= Reverse-delete algorithm =

Minimum spanning forest algorithm that greedily deletes edges

The reverse-delete algorithm is an algorithm in graph theory used to obtain a minimum spanning tree from a given connected, edge-weighted graph. It first appeared in Kruskal (1956), but it should not be confused with Kruskal's algorithm which appears in the same paper. If the graph is disconnected, this algorithm will find a minimum spanning tree for each disconnected part of the graph. The set of these minimum spanning trees is called a minimum spanning forest, which contains every vertex in the graph.

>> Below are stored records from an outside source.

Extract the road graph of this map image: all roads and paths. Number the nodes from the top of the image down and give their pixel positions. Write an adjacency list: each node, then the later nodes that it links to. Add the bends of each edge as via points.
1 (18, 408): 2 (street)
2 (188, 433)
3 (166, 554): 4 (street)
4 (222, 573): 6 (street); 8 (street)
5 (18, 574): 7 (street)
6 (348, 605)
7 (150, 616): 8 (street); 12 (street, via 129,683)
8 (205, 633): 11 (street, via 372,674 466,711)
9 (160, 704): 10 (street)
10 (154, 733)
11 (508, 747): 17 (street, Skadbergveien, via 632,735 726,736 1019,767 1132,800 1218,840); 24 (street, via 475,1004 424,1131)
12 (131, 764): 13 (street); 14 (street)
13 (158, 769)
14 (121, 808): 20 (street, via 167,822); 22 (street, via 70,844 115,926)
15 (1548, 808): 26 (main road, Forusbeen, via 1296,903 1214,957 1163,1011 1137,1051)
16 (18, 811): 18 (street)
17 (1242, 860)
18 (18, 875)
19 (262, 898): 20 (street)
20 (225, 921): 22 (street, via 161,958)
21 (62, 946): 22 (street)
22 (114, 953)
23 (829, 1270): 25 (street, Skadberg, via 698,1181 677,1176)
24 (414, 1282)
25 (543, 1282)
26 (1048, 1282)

This algorithm is a greedy algorithm, choosing the best choice given any situation. It is the reverse of Kruskal's algorithm, which is another greedy algorithm to find a minimum spanning tree. Kruskal’s algorithm starts with an empty graph and adds edges while the Reverse-Delete algorithm starts with the original graph and deletes edges from it. The algorithm works as follows:
- Start with graph G, which contains a list of edges E.
- Go through E in decreasing order of edge weights.
- For each edge, check if deleting the edge will further disconnect the graph.
- Perform any deletion that does not lead to additional disconnection.

== Pseudocode ==

 function ReverseDelete(edges[] E) is
     sort E in decreasing order
     Define an index i ← 0

     while i < size(E) do
         Define edge ← E[i]
 	    delete E[i]
 	    if graph is not connected then
                 E[i] ← edge
                 i ← i + 1

     return edges[] E
In the above the graph is the set of edges E with each edge containing a weight and connected vertices v1 and v2.

== Example ==
In the following example green edges are being evaluated by the algorithm and red edges have been deleted.
| | This is our original graph. The numbers near the edges indicate their edge weight. |
| | The algorithm will start with the maximum weighted edge, which in this case is DE with an edge weight of 15. Since deleting edge DE does not further disconnect the graph, it is deleted. |
| | The next largest edge is FG so the algorithm will check if deleting this edge will further disconnect the graph. Since deleting the edge will not further disconnect the graph, the edge is then deleted. |
| | The next largest edge is edge BD so the algorithm will check this edge and delete the edge. |
| | The next edge to check is edge EG, which will not be deleted since it would disconnect node G from the graph. Therefore, the next edge to delete is edge BC. |
| | The next largest edge is edge EF so the algorithm will check this edge and delete the edge. |
| | The algorithm will then search the remaining edges and will not find another edge to delete; therefore this is the final graph returned by the algorithm. |

== Running time ==
The algorithm can be shown to run in O(E log V (log log V)^{3}) time (using big-O notation), where E is the number of edges and V is the number of vertices. This bound is achieved as follows:
- Sorting the edges by weight using a comparison sort takes O(E log E) time, which can be simplified to O(E log V) using the fact that the largest E can be is V^{2}.
- There are E iterations of the loop.
- Deleting an edge, checking the connectivity of the resulting graph, and (if it is disconnected) re-inserting the edge can be done in O(logV (log log V)^{3}) time per operation (Thorup 2000).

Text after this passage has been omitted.